Serve: Garnish with lime slices and serve over ice.
How to Juice Ginger and Pineapple
When it comes to juicing a fresh bright-colored pineapple, most people tend to falter. It’s understandable because the peeling process of large-sized fruits is never an easy task. Besides, pineapples also contain spikes on the skins which can hurt you. No problem, you can simply try our other options without pineapple if you’re not a big fan of thorns.
That said, below is a safe and simple method to cut the edge and remove the eyes of a pineapple:
- Place the pineapple on a flat surface. Slice off the top and the bottom of the fruit.
- Align the fruit vertically, cut off each side from the top to the bottom. Slice thinly so that you can keep the maximum flesh.
- To remove the eyes of pineapple, use a sharp knife to cut along the diagonal lines in which they are arranged. Use V-shaped incisions to cut off all the eyes on the surface.
- To remove the core, cut the pineapple into four pieces lengthwise. Cut the hard thick core from each wedge.
- Slice and dice the flesh into bite-sized chunks.
How about ginger, do we have to peel it? There is a time-saving (and stress-free) tip that we have learned from professionally trained cooks: Don’t peel ginger. And they’ve got plenty of reasons for that.
First, the skin of ginger is paper-thin, and juicing or cooking the root with the skin on doesn’t alter the taste. Second, it saves your precious prepping time and also some good bites of ginger flesh.
When Should I Drink Pineapple Ginger Juice?
The nutrients are quickly absorbed when your stomach is empty.

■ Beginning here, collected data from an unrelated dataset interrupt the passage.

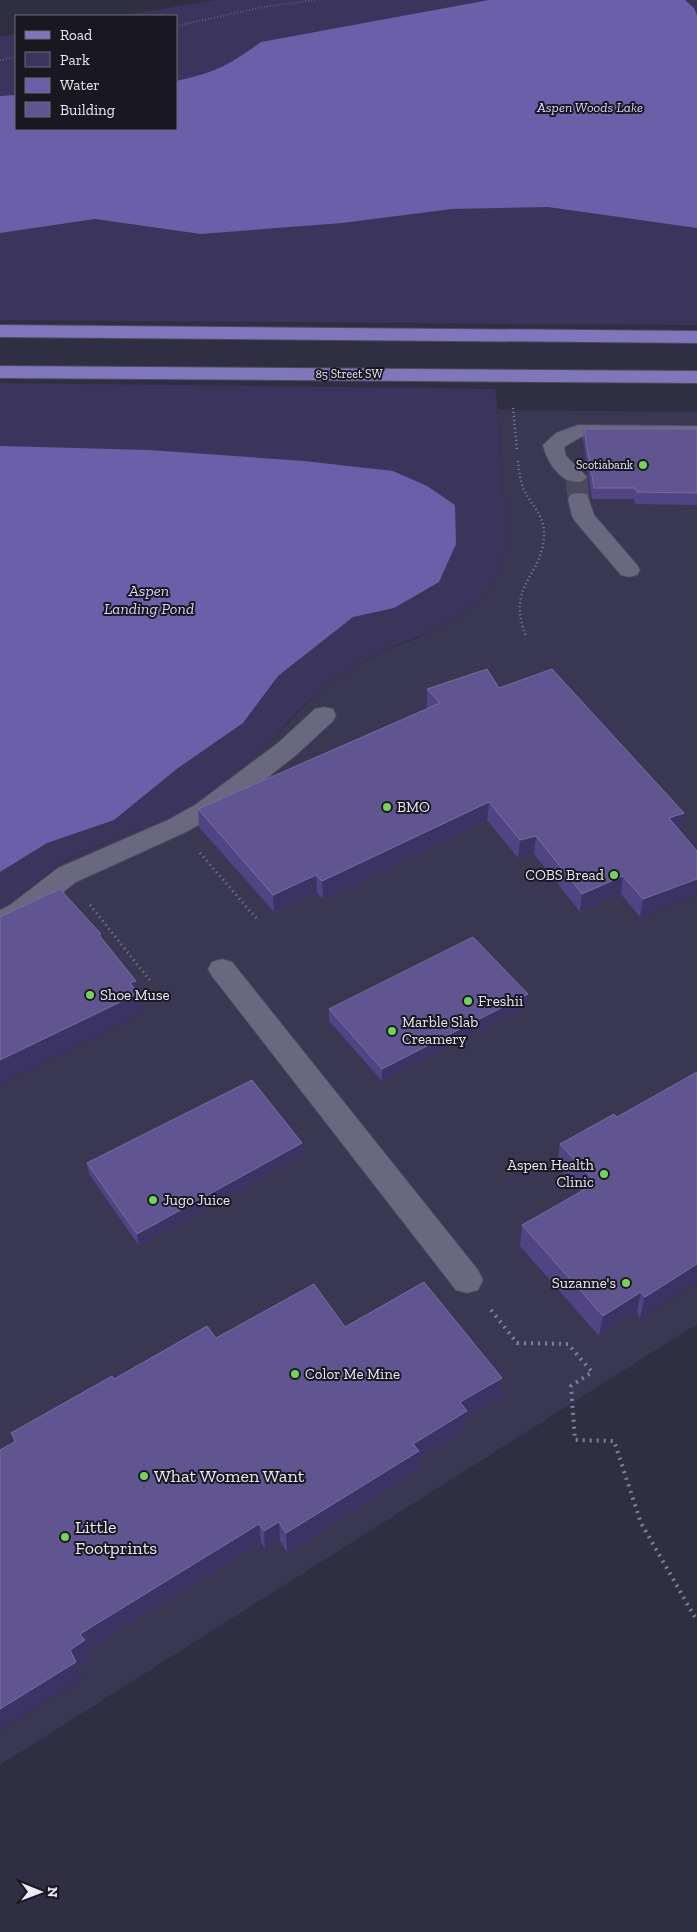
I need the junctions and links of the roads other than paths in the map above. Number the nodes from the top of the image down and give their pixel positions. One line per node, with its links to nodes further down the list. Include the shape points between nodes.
1 (0, 332): 2 (main road)
2 (697, 337)
3 (0, 372): 4 (main road, 85 Street SW)
4 (697, 377)
5 (697, 432): 6 (street, via 578,431 563,436 553,445 556,458)
6 (576, 477)
7 (579, 499): 8 (street, via 582,516)
8 (629, 570)
9 (324, 715): 10 (street, via 287,749 204,811 67,875 19,912)
10 (0, 922)
11 (222, 969): 12 (street)
12 (467, 1280)

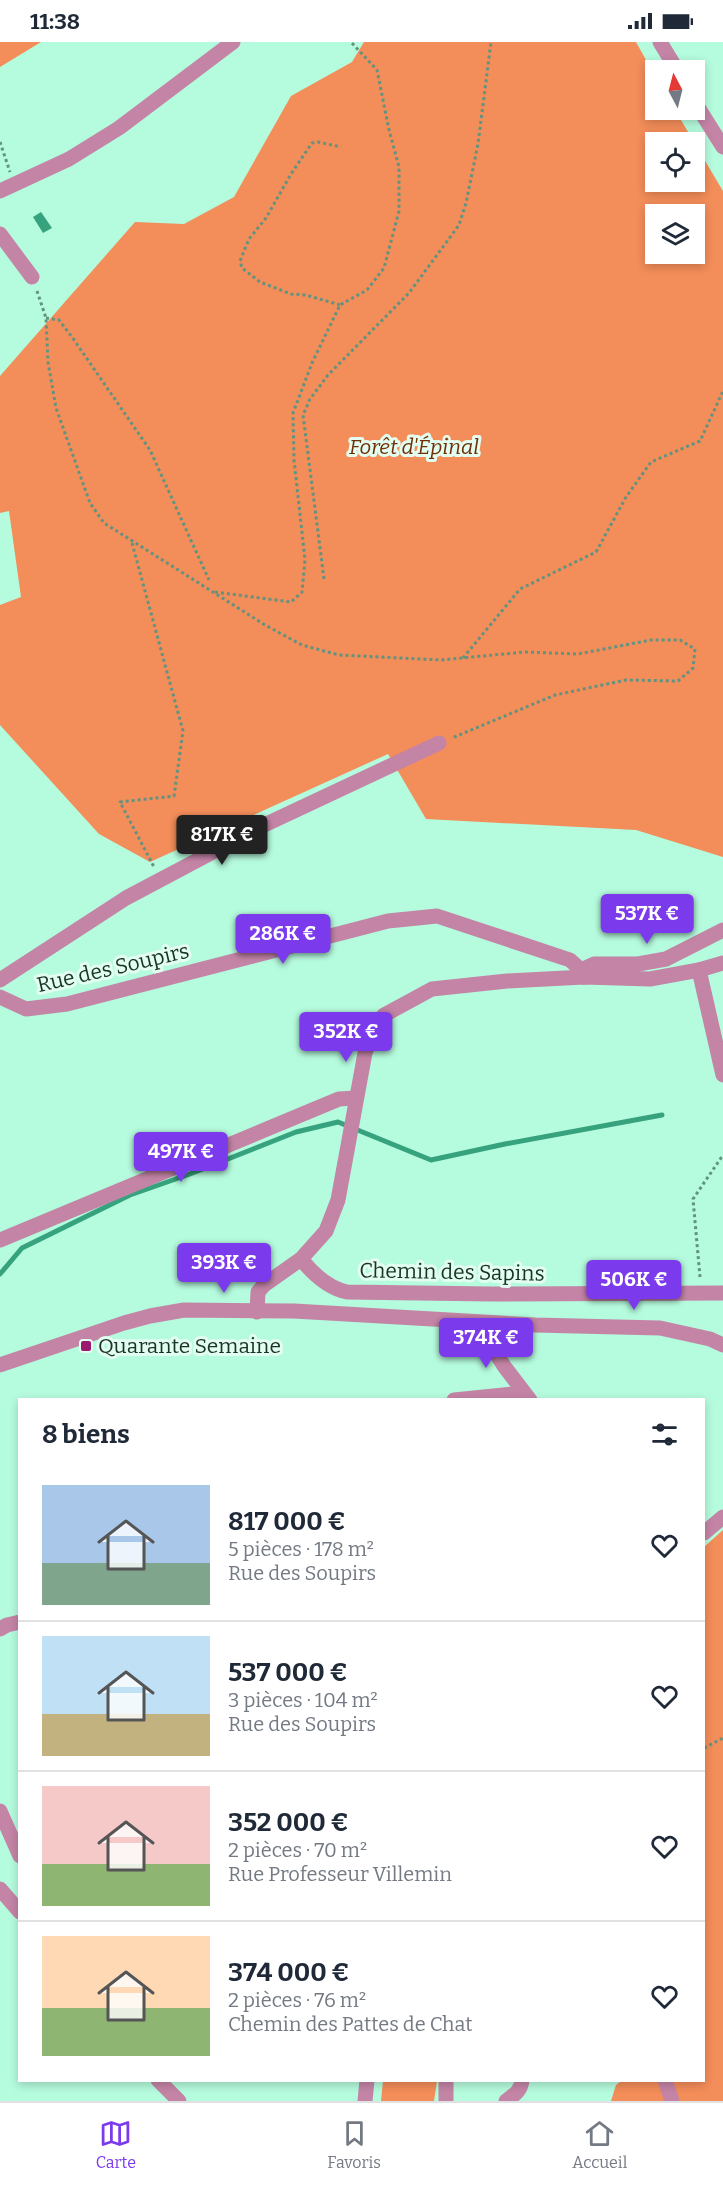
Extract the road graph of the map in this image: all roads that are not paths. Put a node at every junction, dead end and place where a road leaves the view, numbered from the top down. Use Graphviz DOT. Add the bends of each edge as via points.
graph roads {
  1 [pos="233,42"];
  2 [pos="660,42"];
  3 [pos="671,60"];
  4 [pos="705,118"];
  5 [pos="723,147"];
  6 [pos="0,191"];
  7 [pos="0,234"];
  8 [pos="32,277"];
  9 [pos="439,743"];
  10 [pos="723,930"];
  11 [pos="723,963"];
  12 [pos="699,970"];
  13 [pos="583,974"];
  14 [pos="0,980"];
  15 [pos="0,997"];
  16 [pos="719,1036"];
  17 [pos="723,1075"];
  18 [pos="356,1098"];
  19 [pos="0,1240"];
  20 [pos="301,1259"];
  21 [pos="723,1293"];
  22 [pos="257,1312"];
  23 [pos="485,1323"];
  24 [pos="723,1345"];
  25 [pos="0,1365"];
  26 [pos="527,1396"];
  27 [pos="490,1398"];
  28 [pos="723,1517"];
  29 [pos="705,1532"];
  30 [pos="18,1623"];
  31 [pos="0,1629"];
  32 [pos="0,1811"];
  33 [pos="18,1852"];
  34 [pos="0,1889"];
  35 [pos="18,1910"];
  36 [pos="158,2082"];
  37 [pos="159,2082"];
  38 [pos="367,2082"];
  39 [pos="446,2082"];
  40 [pos="522,2082"];
  41 [pos="666,2082"];
  42 [pos="165,2101"];
  43 [pos="179,2101"];
  44 [pos="365,2101"];
  45 [pos="446,2101"];
  46 [pos="506,2101"];
  47 [pos="672,2101"];
  1 -- 6 [label="street" via="119,128 69,159"];
  2 -- 3 [label="street"];
  4 -- 5 [label="street"];
  7 -- 8 [label="street"];
  9 -- 14 [label="street, Rue des Soupirs" via="260,827 161,879"];
  10 -- 13 [label="street" via="666,959 638,964 594,964"];
  11 -- 12 [label="street"];
  12 -- 13 [label="street" via="650,979"];
  12 -- 16 [label="street"];
  13 -- 15 [label="street, Rue des Soupirs" via="570,960 437,916 387,921 67,1004 26,1010"];
  13 -- 18 [label="street" via="432,989 377,1023 365,1053"];
  16 -- 17 [label="street"];
  18 -- 19 [label="street" via="339,1099"];
  18 -- 20 [label="street" via="338,1200 326,1231"];
  20 -- 21 [label="street, Chemin des Sapins" via="335,1290 347,1292"];
  20 -- 22 [label="street" via="258,1292"];
  22 -- 23 [label="street"];
  22 -- 25 [label="street" via="184,1310 150,1316"];
  23 -- 24 [label="street" via="660,1328"];
  23 -- 26 [label="street" via="486,1337"];
  26 -- 27 [label="street"];
  28 -- 29 [label="street"];
  30 -- 31 [label="street"];
  32 -- 33 [label="street"];
  34 -- 35 [label="street"];
  36 -- 42 [label="street"];
  37 -- 43 [label="street"];
  38 -- 44 [label="street"];
  39 -- 45 [label="street"];
  40 -- 46 [label="street" via="518,2092"];
  41 -- 47 [label="street"];
}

However, consuming juice on an empty stomach can result in high acidity and discomfort.
We suggest consuming juice is after the main meal so that you can get all the nutrients from the drink without experiencing any harmful side effects.
How Long Does It Last?
At room temperature, fresh pineapple ginger juice should be consumed within the first 2 hours. In case of storing in the refrigerator, the juice can last for almost 3-5 days, but it will lose the freshness and flavor a bit.
Pineapple Ginger Juice Recipe
- 12 fl oz pineapple juice from 16 oz fresh pineapple
- 1 oz ginger
- 3 tbsp granulated sugar
- 1 cup water
- 1 tbsp lime juice
- 1 cup ice
- Place the pineapple chunks and ginger through a juicer. Then transfer the juice to a large pitcher.
- In the pitcher, add water and lime juice, mix until well combined. Use a fine sieve, drain the juice.
- Add granulated sugar to the pitcher. Stir until the sugar has dissolved.
- Garnish with lime slices and serve over ice.